Sempre devemos interrogar se
estamos protegendo com todas as nossas forças Jesus e Maria, que
misteriosamente estão confiados à nossa responsabilidade, ao nosso cuidado, à
nossa guarda. O Filho do Todo-Poderoso vem ao mundo, assumindo uma condição de
grande fragilidade. Necessita de José para ser defendido, protegido, cuidado e
criado. Deus confia neste homem. Maria faz o mesmo: encontra em José aquele que
não só Lhe quer salvar a vida, mas sempre a sustentará, a Ela e ao Menino.
Neste sentido, São José não pode deixar de ser o Guardião da Igreja, porque a
Igreja é o prolongamento do Corpo de Cristo na história e ao mesmo tempo, na
maternidade da Igreja, espelha-se a maternidade de Maria. José, continuando a
proteger a Igreja, continua a proteger o Menino e sua mãe; e também nós, amando
a Igreja, continuamos a amar o Menino e sua mãe.

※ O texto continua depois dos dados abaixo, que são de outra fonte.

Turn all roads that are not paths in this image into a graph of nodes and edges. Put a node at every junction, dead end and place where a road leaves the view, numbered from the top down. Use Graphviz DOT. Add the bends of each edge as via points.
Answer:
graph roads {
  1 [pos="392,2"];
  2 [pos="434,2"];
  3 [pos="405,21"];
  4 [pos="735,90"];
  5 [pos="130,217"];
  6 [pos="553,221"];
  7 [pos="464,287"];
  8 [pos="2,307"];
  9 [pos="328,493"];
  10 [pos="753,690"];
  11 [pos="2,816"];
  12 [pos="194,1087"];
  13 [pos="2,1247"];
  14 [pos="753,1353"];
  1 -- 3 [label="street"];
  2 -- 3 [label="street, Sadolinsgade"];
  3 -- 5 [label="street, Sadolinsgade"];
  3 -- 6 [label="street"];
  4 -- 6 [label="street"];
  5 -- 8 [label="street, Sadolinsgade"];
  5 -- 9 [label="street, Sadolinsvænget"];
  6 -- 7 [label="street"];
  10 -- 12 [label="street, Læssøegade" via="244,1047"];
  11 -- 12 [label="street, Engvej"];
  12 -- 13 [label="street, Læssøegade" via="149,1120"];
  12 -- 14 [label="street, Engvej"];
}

Este Menino é Aquele que dirá: «Sempre que fizestes isto a um destes meus irmãos mais pequeninos, a Mim mesmo o fizestes» (Mt 25, 40). Assim, todo o necessitado, pobre, atribulado, moribundo, forasteiro, recluso, doente são «o Menino» que José continua a guardar. Por isso mesmo, São José é invocado como protetor dos miseráveis, necessitados, exilados, aflitos, pobres, moribundos. E pela mesma razão a Igreja não pode deixar de amar em primeiro lugar os últimos, porque Jesus conferiu-lhes a preferência ao identificar-Se pessoalmente com eles. De José, aprendendo o mesmo cuidado e responsabilidade: amar o Menino e sua mãe; amar os Sacramentos e a caridade; amar a Igreja e os pobres. Cada uma destas realidades é sempre o Menino e sua mãe.